====== Material supplied
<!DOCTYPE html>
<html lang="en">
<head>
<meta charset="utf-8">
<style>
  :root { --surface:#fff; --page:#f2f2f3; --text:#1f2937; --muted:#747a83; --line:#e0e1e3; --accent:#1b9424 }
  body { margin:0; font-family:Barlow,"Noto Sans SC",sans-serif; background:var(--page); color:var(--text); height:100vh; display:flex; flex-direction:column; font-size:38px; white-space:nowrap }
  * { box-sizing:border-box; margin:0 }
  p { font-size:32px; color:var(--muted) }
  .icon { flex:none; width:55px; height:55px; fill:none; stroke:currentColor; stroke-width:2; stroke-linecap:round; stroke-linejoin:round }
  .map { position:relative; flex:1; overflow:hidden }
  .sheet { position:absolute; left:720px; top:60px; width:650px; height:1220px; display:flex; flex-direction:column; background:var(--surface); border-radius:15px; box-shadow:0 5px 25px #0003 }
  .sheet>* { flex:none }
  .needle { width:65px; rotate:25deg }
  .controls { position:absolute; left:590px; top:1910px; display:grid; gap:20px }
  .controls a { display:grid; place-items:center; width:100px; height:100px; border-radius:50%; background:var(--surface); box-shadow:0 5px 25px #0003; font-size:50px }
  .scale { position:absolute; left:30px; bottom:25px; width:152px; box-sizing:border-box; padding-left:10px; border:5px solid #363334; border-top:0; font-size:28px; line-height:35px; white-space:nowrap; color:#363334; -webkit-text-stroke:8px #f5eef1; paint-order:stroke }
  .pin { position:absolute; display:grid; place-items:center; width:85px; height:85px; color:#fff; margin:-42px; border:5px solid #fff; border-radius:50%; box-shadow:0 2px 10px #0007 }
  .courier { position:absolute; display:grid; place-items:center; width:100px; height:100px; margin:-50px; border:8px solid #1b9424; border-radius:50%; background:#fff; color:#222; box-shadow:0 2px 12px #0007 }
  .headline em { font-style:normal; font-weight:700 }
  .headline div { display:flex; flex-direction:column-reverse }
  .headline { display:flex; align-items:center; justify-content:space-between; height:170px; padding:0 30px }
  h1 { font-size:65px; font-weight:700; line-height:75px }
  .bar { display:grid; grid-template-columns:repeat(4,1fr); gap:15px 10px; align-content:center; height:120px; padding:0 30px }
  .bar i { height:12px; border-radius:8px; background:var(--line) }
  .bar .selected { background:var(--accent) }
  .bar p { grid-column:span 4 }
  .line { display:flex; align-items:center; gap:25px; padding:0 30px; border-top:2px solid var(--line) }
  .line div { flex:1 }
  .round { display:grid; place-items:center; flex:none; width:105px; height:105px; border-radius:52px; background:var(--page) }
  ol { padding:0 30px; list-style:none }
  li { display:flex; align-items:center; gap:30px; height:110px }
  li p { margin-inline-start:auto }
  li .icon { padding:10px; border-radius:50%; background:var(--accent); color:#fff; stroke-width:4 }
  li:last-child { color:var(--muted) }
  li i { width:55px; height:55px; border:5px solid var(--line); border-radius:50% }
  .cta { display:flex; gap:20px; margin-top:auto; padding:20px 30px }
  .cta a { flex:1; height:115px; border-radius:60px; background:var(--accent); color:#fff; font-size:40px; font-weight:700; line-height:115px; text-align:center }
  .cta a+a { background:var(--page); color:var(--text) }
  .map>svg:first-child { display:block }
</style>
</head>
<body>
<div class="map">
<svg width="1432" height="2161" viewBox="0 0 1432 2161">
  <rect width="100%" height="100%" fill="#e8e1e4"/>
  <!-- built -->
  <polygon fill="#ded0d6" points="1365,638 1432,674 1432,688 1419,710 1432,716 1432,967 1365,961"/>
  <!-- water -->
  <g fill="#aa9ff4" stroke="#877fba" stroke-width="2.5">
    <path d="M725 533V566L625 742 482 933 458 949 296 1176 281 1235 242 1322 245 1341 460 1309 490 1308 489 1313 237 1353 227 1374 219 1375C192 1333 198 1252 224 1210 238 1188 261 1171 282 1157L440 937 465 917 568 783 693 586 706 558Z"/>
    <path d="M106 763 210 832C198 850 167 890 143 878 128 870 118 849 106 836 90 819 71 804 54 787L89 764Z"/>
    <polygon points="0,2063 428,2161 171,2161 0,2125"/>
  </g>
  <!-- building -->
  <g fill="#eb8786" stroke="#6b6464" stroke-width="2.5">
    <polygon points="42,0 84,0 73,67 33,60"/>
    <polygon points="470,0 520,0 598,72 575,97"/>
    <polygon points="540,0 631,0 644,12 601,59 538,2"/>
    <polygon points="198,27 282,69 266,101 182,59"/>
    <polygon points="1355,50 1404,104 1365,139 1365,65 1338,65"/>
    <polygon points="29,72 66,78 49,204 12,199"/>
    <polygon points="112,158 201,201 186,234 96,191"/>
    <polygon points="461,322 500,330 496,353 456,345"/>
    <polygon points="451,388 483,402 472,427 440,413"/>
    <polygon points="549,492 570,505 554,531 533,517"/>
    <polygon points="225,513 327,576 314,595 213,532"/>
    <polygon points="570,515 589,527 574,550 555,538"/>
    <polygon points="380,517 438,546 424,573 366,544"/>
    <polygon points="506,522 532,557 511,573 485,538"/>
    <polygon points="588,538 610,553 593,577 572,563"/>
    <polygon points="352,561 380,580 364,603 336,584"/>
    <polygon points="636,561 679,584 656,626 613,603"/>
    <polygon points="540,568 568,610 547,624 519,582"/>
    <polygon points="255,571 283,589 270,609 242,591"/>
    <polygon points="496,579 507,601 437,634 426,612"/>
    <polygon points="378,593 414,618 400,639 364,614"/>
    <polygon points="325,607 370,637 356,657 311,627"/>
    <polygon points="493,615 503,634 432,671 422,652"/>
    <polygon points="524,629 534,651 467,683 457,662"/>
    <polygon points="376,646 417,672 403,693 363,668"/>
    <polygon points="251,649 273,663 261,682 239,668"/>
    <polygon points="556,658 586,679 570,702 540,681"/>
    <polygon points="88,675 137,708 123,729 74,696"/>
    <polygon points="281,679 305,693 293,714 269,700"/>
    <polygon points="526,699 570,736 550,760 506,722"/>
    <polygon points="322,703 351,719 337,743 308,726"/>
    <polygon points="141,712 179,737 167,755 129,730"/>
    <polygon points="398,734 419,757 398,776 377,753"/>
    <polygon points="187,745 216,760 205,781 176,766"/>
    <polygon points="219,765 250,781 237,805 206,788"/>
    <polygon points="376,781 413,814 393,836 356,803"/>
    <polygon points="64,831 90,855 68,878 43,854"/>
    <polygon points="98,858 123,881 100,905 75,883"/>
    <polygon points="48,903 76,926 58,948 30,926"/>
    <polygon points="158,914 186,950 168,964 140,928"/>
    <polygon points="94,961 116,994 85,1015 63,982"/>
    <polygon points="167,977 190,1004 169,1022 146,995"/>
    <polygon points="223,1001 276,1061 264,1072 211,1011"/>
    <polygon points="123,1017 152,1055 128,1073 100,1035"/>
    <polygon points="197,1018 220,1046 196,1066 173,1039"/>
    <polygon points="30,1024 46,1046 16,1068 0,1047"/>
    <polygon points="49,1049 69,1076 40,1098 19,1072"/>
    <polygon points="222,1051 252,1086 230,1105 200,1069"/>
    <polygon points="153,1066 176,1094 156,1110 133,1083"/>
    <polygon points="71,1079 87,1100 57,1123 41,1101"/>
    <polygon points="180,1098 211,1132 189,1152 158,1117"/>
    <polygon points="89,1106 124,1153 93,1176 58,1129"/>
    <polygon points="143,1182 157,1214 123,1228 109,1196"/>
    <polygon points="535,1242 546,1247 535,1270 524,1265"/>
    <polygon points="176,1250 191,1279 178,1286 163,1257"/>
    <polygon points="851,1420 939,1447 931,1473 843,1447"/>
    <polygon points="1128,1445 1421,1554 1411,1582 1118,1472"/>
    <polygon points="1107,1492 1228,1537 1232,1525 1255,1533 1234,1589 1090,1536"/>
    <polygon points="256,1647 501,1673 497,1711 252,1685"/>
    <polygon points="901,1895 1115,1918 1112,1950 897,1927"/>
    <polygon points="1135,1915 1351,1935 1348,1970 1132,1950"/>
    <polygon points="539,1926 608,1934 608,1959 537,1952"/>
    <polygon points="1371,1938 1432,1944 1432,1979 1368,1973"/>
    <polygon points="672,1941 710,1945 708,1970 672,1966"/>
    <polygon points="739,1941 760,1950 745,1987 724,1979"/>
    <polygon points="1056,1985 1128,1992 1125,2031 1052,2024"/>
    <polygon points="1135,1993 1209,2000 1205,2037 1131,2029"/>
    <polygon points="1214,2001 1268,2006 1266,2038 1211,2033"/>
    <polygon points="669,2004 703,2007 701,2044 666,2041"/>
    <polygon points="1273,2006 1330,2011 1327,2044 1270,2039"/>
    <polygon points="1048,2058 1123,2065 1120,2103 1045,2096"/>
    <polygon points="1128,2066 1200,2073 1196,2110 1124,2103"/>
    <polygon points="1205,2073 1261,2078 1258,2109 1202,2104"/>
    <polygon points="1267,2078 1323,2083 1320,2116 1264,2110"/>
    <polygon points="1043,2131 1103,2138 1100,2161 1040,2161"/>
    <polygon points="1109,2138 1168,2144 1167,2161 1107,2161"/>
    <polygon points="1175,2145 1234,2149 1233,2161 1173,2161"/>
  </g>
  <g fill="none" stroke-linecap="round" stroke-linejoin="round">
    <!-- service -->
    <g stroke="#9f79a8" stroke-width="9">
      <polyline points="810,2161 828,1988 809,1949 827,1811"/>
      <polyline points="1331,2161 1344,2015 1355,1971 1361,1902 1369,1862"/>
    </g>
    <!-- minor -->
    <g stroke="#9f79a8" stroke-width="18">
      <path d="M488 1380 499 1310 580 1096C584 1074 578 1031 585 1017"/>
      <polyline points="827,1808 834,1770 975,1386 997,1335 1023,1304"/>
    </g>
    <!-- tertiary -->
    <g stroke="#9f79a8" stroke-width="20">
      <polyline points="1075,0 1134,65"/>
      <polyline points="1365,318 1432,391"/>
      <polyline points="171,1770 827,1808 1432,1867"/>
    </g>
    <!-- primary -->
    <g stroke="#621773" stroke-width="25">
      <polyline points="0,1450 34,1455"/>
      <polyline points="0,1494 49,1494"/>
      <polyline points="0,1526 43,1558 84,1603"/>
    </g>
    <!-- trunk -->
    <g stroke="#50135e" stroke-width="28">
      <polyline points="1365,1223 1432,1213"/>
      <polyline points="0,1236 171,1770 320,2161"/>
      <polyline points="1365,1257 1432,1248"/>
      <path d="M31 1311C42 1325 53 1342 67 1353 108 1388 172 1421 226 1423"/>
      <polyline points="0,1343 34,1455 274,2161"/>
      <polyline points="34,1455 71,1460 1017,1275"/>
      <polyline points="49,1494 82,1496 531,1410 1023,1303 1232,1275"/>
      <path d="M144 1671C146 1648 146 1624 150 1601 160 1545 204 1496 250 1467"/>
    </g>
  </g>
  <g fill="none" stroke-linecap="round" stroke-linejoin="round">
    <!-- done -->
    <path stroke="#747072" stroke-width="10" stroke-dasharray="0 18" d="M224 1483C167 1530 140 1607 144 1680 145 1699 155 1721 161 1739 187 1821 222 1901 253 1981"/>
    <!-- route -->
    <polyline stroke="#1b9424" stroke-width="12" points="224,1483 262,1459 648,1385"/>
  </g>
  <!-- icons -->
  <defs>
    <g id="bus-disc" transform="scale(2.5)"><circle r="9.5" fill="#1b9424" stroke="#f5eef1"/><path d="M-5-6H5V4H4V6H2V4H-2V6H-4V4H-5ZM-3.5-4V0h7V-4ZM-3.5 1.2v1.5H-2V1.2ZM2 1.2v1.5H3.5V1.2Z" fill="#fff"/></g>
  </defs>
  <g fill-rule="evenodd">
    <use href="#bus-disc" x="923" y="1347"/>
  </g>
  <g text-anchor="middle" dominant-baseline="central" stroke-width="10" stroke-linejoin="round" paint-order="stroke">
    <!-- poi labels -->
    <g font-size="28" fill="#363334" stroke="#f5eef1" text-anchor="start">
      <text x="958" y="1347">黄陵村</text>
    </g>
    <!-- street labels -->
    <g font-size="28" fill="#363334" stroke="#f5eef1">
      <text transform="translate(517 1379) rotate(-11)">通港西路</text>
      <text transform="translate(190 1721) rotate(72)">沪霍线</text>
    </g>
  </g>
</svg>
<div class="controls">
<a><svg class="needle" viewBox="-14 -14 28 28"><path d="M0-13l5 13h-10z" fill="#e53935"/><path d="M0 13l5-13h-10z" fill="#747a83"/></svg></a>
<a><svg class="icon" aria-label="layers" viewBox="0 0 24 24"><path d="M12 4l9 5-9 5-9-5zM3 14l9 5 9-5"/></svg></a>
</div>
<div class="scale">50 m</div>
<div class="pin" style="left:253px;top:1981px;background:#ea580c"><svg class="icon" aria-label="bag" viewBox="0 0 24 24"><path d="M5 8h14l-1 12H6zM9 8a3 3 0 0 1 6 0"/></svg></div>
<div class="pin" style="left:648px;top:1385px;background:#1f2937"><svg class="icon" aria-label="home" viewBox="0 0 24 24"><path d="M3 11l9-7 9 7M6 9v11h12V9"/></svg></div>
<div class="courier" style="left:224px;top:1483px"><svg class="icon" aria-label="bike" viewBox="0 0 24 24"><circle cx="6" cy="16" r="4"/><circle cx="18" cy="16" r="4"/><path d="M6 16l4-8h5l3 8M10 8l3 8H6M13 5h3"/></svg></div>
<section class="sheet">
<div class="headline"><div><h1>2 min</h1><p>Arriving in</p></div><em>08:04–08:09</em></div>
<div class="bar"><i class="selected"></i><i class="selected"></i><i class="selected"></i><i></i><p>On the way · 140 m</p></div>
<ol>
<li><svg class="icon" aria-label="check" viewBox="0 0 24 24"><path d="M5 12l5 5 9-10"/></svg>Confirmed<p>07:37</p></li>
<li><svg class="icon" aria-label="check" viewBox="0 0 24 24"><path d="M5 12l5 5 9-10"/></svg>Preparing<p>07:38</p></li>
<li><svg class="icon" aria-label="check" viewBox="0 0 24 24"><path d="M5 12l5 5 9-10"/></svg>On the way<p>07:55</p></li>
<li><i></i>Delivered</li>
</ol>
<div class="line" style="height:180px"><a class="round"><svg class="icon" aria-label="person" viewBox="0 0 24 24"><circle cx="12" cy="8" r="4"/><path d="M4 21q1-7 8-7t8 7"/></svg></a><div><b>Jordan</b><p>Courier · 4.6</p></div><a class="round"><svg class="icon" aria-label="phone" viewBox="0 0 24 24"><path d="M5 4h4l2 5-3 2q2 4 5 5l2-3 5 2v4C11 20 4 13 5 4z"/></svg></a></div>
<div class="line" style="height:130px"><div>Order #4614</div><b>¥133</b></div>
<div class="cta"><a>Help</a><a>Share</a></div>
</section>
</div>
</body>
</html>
============
Write out an exact transcription of the line with "8h14l-1 12H6zM9 8a3" and of each line after it; stop at the end of the records.

▶ [Task answer]
<div class="pin" style="left:253px;top:1981px;background:#ea580c"><svg class="icon" aria-label="bag" viewBox="0 0 24 24"><path d="M5 8h14l-1 12H6zM9 8a3 3 0 0 1 6 0"/></svg></div>
<div class="pin" style="left:648px;top:1385px;background:#1f2937"><svg class="icon" aria-label="home" viewBox="0 0 24 24"><path d="M3 11l9-7 9 7M6 9v11h12V9"/></svg></div>
<div class="courier" style="left:224px;top:1483px"><svg class="icon" aria-label="bike" viewBox="0 0 24 24"><circle cx="6" cy="16" r="4"/><circle cx="18" cy="16" r="4"/><path d="M6 16l4-8h5l3 8M10 8l3 8H6M13 5h3"/></svg></div>
<section class="sheet">
<div class="headline"><div><h1>2 min</h1><p>Arriving in</p></div><em>08:04–08:09</em></div>
<div class="bar"><i class="selected"></i><i class="selected"></i><i class="selected"></i><i></i><p>On the way · 140 m</p></div>
<ol>
<li><svg class="icon" aria-label="check" viewBox="0 0 24 24"><path d="M5 12l5 5 9-10"/></svg>Confirmed<p>07:37</p></li>
<li><svg class="icon" aria-label="check" viewBox="0 0 24 24"><path d="M5 12l5 5 9-10"/></svg>Preparing<p>07:38</p></li>
<li><svg class="icon" aria-label="check" viewBox="0 0 24 24"><path d="M5 12l5 5 9-10"/></svg>On the way<p>07:55</p></li>
<li><i></i>Delivered</li>
</ol>
<div class="line" style="height:180px"><a class="round"><svg class="icon" aria-label="person" viewBox="0 0 24 24"><circle cx="12" cy="8" r="4"/><path d="M4 21q1-7 8-7t8 7"/></svg></a><div><b>Jordan</b><p>Courier · 4.6</p></div><a class="round"><svg class="icon" aria-label="phone" viewBox="0 0 24 24"><path d="M5 4h4l2 5-3 2q2 4 5 5l2-3 5 2v4C11 20 4 13 5 4z"/></svg></a></div>
<div class="line" style="height:130px"><div>Order #4614</div><b>¥133</b></div>
<div class="cta"><a>Help</a><a>Share</a></div>
</section>
</div>
</body>
</html>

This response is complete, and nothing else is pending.